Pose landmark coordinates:
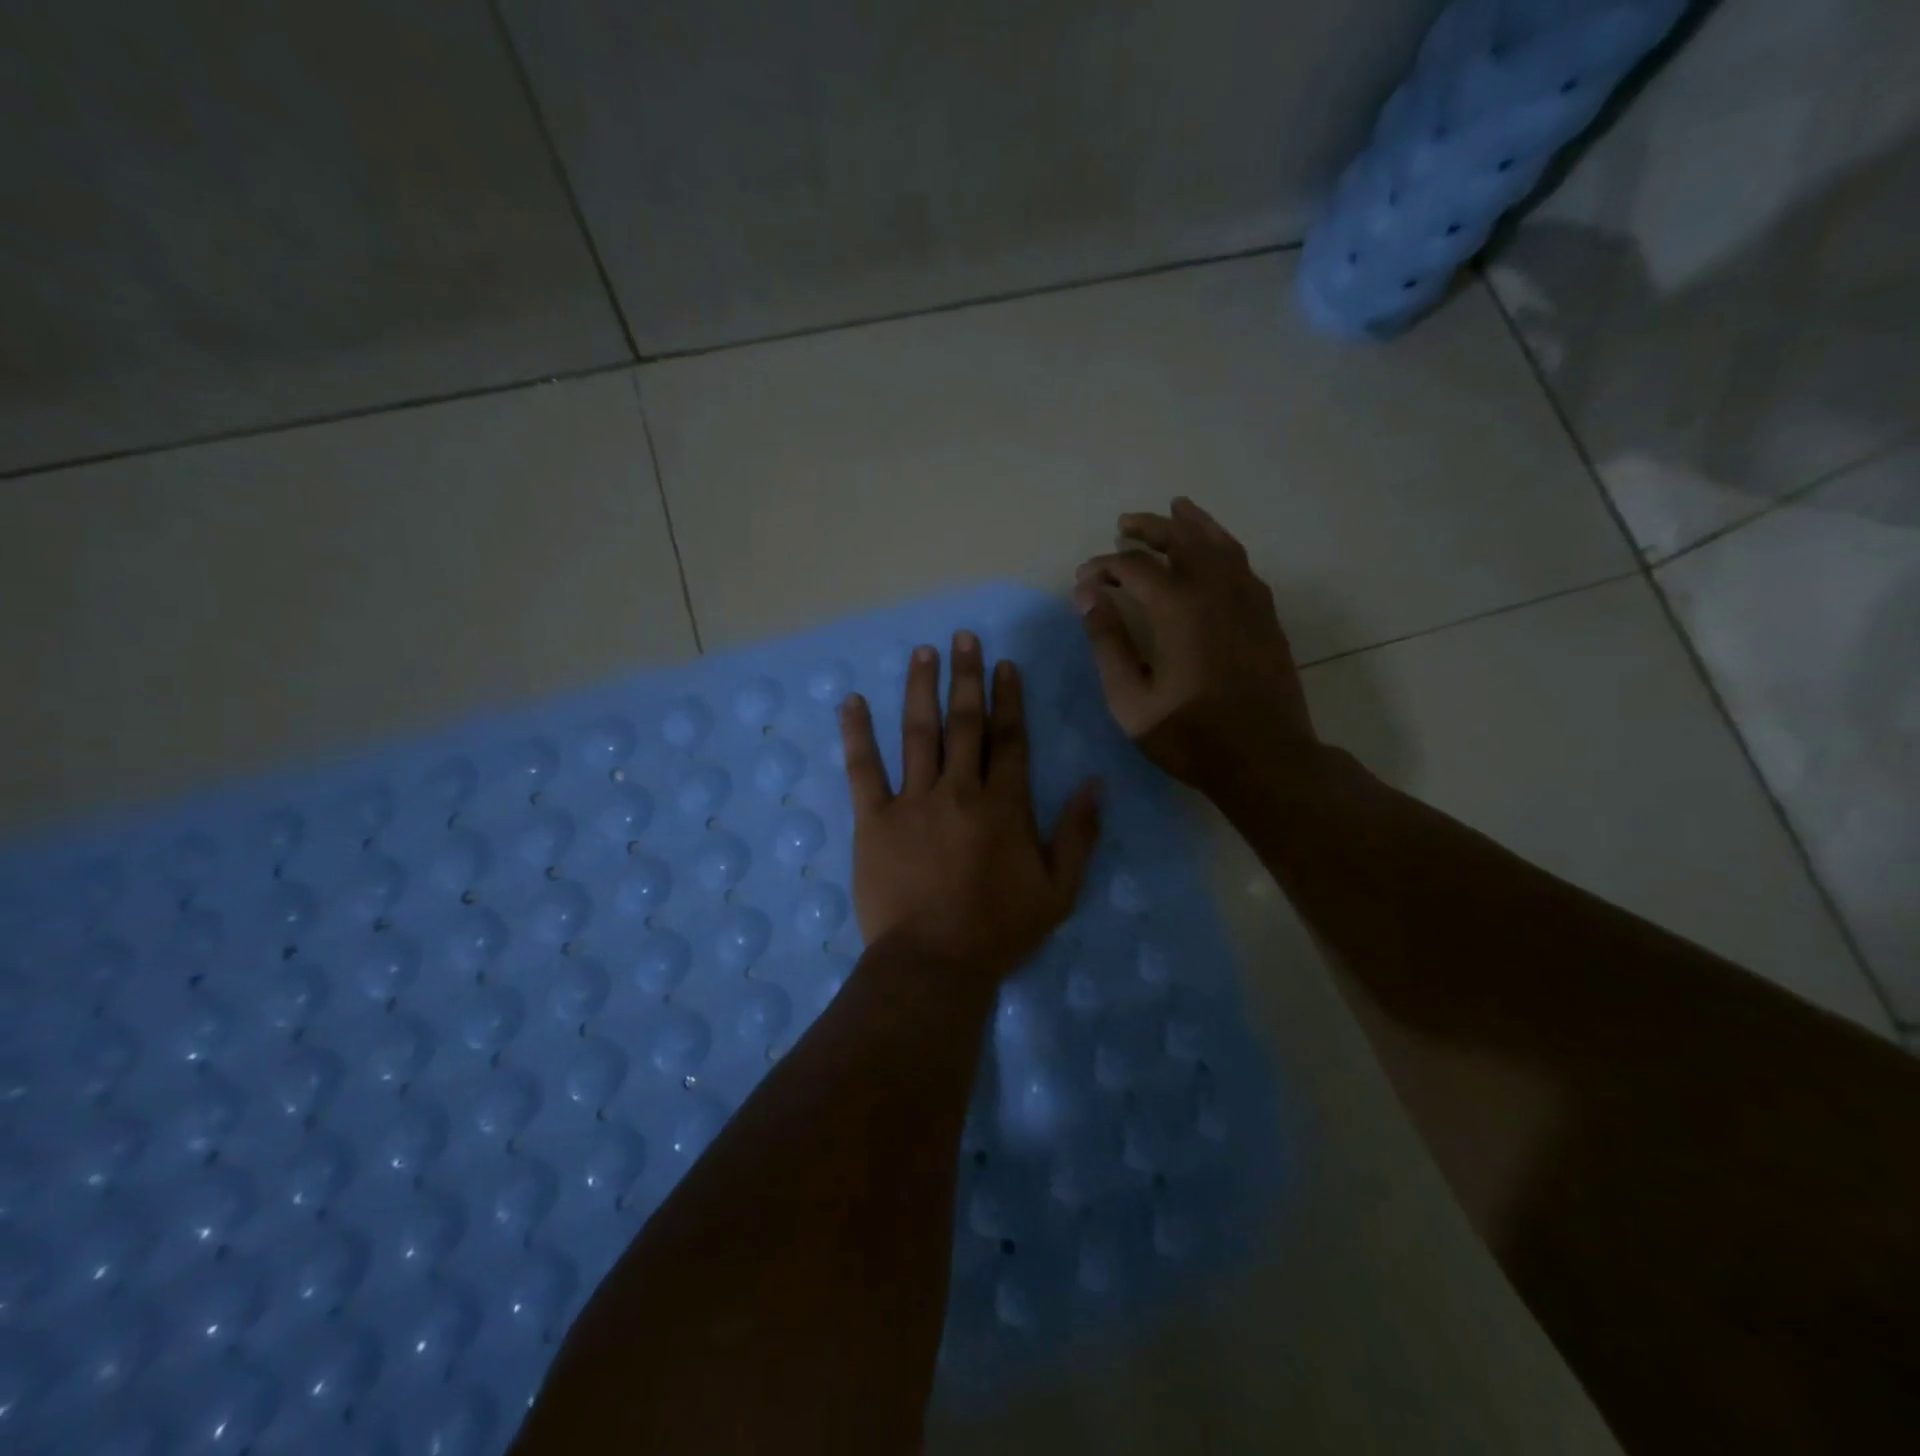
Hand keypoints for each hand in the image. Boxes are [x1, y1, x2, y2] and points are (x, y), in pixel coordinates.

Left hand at [839, 631, 1100, 984]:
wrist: (934, 963)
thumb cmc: (999, 930)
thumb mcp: (1058, 890)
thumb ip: (1078, 834)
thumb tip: (1094, 783)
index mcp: (1004, 805)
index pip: (1010, 738)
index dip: (1008, 698)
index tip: (1004, 665)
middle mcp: (959, 790)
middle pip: (965, 723)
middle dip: (966, 677)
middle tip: (963, 638)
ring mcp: (913, 801)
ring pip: (918, 733)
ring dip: (920, 689)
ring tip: (923, 652)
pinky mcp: (874, 820)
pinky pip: (863, 769)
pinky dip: (857, 734)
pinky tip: (852, 702)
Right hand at [1073, 497, 1318, 789]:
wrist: (1266, 759)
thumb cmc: (1190, 735)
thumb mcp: (1131, 699)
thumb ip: (1108, 643)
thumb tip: (1089, 597)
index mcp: (1178, 608)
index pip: (1134, 567)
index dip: (1104, 567)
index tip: (1084, 580)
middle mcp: (1215, 590)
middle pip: (1181, 539)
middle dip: (1149, 527)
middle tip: (1124, 525)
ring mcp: (1247, 599)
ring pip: (1219, 543)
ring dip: (1192, 524)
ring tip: (1175, 508)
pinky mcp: (1266, 614)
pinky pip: (1242, 563)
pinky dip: (1222, 545)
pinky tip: (1213, 550)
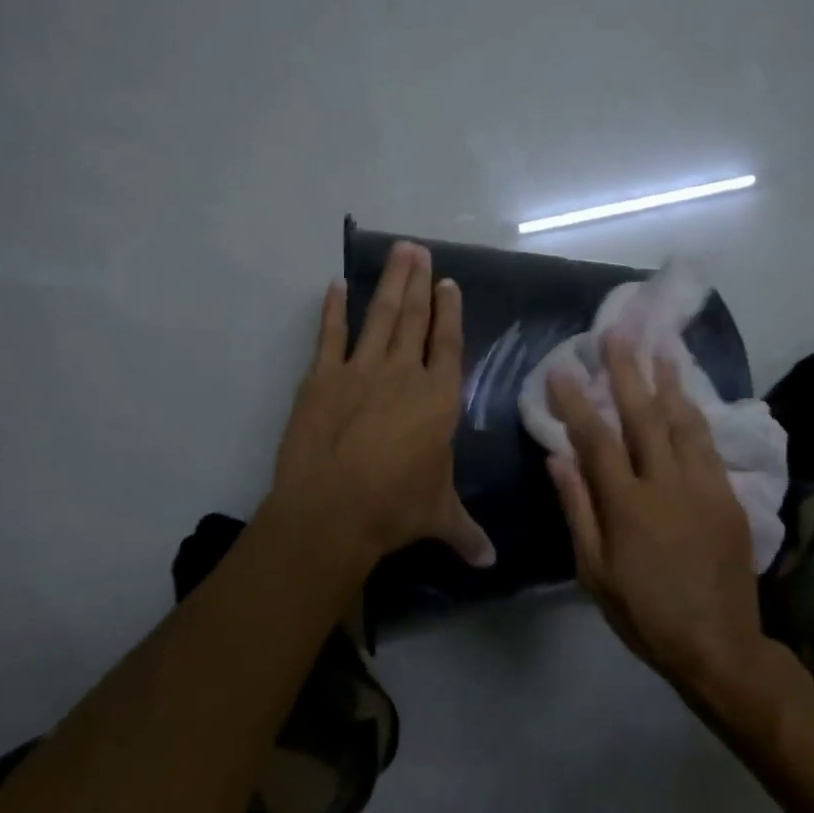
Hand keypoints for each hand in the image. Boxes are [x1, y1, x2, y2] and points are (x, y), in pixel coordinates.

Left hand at [269, 242, 494, 573]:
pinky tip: (336, 286)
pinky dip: (333, 310)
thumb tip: (491, 563)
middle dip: (419, 282)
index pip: (448, 344)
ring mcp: (360, 370)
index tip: (448, 284)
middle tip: (418, 249)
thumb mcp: (438, 516)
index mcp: (438, 398)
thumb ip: (466, 532)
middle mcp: (403, 374)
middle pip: (415, 319)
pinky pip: (330, 335)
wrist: (332, 509)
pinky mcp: (322, 377)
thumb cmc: (395, 508)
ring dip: (390, 283)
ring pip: (380, 316)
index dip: (449, 312)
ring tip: (398, 252)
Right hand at [546, 334, 757, 694]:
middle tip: (616, 332)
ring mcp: (704, 486)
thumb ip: (578, 509)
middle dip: (626, 371)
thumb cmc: (644, 613)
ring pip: (683, 421)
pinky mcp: (729, 495)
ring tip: (659, 345)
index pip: (595, 439)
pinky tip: (688, 393)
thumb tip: (557, 457)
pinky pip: (709, 443)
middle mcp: (666, 484)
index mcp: (627, 505)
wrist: (719, 644)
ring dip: (668, 380)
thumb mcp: (594, 572)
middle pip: (643, 416)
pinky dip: (696, 412)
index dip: (576, 401)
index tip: (563, 367)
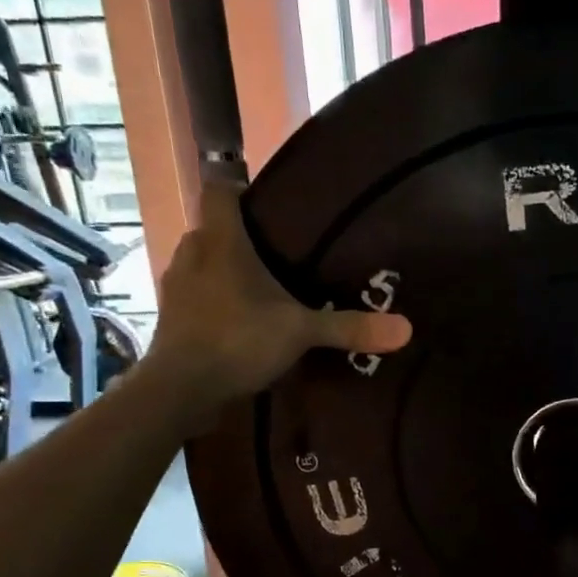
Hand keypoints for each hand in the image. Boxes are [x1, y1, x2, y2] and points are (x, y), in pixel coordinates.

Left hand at [145, 178, 411, 412]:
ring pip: (202, 263)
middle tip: (278, 252)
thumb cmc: (237, 341)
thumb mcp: (300, 332)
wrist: (180, 390)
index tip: (266, 201)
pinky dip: (215, 301)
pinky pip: (196, 295)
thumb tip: (406, 328)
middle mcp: (192, 254)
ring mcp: (176, 287)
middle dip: (240, 236)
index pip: (219, 190)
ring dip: (224, 270)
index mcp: (221, 242)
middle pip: (213, 228)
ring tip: (261, 288)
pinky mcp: (172, 318)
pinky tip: (239, 321)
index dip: (238, 186)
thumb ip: (349, 327)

> [Problem description]: What you return must be the lines above that run from the line with "thumb mcp: (438, 516)" to the line with "ring dip: (668, 380)", inclusive, each copied exactly.

> [Response box]:
thumb mcp: (438, 516)
index mcp: (438, 398)
thumb ip: (466, 532)
middle mcp: (403, 374)
middle pip: (415, 319)
pinky pip: (330, 335)
wrist: (332, 509)
pinky mcp: (322, 377)
thumb cmc: (395, 508)
ring dip: (390, 283)
ring pip: (380, 316)
index dip: (449, 312)
ring tip: (398, 252)
Right hand at [546, 334, 757, 694]:
middle tip: (616, 332)
ring mcp: (704, 486)
thumb ip: (578, 509)
middle dip: (626, 371)
thumb cmc: (644, 613)
ring pip: (683, 421)
pinky mcp: (729, 495)
ring tip: (659, 345)
index pip: (595, 439)
pinky tip: (688, 393)
thumb tip: (557, 457)
pinky pip: (709, 443)
middle mcp: (666, 484)
index mcp: (627, 505)
wrist: (719, 644)
ring dip: (668, 380)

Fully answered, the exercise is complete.